THE PROBLEM — Pick every line out of the entries below that holds the string "Ignace", and report them.

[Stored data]

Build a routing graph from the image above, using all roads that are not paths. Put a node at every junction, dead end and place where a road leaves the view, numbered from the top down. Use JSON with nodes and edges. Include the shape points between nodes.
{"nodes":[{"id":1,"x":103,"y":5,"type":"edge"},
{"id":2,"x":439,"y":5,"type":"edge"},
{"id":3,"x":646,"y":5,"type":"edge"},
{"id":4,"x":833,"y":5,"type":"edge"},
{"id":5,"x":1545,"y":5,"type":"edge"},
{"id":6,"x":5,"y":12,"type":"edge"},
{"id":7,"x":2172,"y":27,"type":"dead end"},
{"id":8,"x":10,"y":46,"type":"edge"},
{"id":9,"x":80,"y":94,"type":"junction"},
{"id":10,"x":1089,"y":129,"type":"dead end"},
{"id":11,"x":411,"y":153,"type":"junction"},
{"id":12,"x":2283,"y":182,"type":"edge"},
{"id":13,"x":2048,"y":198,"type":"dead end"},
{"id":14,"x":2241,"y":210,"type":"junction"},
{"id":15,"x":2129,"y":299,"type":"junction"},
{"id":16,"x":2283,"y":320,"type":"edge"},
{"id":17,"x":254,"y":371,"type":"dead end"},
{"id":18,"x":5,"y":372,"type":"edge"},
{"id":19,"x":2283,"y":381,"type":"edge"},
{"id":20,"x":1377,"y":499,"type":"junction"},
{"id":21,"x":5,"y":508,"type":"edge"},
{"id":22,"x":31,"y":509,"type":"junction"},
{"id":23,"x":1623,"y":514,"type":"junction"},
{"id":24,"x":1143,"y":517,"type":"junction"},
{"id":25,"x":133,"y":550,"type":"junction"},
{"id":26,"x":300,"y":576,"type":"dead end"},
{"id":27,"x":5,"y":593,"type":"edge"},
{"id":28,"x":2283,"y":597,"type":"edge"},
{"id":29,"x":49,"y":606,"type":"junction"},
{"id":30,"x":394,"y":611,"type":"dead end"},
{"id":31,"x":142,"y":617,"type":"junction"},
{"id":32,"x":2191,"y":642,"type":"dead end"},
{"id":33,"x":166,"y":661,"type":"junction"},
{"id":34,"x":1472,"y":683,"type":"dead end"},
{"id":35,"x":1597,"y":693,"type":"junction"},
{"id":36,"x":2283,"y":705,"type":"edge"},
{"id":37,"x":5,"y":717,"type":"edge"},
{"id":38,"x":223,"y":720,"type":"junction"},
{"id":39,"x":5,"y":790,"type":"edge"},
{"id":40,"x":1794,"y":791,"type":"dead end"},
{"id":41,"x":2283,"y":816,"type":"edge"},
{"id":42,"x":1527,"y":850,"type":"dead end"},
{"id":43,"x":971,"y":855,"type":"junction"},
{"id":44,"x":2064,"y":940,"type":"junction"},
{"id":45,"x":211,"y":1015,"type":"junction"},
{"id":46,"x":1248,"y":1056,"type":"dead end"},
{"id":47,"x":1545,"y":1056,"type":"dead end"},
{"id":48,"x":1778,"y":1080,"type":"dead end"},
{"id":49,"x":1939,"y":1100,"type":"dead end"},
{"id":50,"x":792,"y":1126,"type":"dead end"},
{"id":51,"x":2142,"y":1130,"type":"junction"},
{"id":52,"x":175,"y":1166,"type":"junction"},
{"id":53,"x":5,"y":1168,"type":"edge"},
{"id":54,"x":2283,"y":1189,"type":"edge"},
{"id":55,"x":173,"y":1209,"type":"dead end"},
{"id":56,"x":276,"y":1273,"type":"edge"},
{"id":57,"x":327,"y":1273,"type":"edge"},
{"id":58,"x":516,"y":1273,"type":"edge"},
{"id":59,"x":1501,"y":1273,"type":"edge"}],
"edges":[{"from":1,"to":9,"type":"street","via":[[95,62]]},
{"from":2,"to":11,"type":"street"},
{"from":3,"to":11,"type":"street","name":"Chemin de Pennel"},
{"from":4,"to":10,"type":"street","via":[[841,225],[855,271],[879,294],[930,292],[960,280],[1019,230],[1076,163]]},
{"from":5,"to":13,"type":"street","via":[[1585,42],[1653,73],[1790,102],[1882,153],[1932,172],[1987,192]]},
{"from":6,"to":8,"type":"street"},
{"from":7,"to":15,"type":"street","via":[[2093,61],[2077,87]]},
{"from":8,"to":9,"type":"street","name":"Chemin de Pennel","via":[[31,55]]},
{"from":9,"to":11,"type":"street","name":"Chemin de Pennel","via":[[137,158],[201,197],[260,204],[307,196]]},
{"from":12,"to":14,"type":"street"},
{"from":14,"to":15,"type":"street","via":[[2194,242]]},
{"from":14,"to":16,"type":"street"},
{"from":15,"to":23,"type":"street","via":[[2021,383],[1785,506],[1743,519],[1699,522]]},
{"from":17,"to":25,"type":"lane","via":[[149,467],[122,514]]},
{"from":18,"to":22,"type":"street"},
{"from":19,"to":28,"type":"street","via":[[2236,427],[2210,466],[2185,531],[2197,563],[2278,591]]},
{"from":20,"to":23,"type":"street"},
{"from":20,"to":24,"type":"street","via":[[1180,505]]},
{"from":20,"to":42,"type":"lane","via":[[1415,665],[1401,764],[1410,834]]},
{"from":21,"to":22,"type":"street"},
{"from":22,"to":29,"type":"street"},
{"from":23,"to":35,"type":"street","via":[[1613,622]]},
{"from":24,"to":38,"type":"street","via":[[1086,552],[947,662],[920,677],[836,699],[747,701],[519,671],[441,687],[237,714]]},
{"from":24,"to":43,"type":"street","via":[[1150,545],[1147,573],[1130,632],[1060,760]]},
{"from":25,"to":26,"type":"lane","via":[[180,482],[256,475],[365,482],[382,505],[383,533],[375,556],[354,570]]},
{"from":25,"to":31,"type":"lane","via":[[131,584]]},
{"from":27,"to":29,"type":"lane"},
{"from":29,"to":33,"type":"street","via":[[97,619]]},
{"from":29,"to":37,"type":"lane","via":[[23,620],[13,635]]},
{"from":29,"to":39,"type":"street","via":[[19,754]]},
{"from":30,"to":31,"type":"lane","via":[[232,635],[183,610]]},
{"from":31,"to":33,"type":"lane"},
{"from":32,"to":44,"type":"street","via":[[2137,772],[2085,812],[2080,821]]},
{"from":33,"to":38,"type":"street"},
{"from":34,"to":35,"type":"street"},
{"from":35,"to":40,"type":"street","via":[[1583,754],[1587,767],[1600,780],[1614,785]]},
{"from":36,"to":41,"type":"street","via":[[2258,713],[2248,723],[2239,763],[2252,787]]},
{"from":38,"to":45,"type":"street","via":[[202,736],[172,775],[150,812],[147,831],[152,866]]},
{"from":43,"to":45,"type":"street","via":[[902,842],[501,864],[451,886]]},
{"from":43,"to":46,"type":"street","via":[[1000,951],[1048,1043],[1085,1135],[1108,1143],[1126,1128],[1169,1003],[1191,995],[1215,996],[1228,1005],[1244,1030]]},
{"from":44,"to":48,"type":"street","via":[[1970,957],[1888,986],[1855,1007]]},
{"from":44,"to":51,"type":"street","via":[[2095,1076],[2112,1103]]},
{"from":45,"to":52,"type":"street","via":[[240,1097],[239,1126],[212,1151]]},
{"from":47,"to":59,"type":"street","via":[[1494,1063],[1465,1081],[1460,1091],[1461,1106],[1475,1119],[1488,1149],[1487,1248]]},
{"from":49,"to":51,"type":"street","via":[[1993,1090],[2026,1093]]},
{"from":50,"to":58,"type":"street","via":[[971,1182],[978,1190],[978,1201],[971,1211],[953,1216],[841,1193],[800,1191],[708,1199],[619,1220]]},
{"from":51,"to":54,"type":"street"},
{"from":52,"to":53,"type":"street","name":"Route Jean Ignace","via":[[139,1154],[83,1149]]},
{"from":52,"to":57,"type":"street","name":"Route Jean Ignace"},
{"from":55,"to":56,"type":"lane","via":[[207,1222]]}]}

ANSWER SECTION —
{"from":52,"to":53,"type":"street","name":"Route Jean Ignace","via":[[139,1154],[83,1149]]},
{"from":52,"to":57,"type":"street","name":"Route Jean Ignace"},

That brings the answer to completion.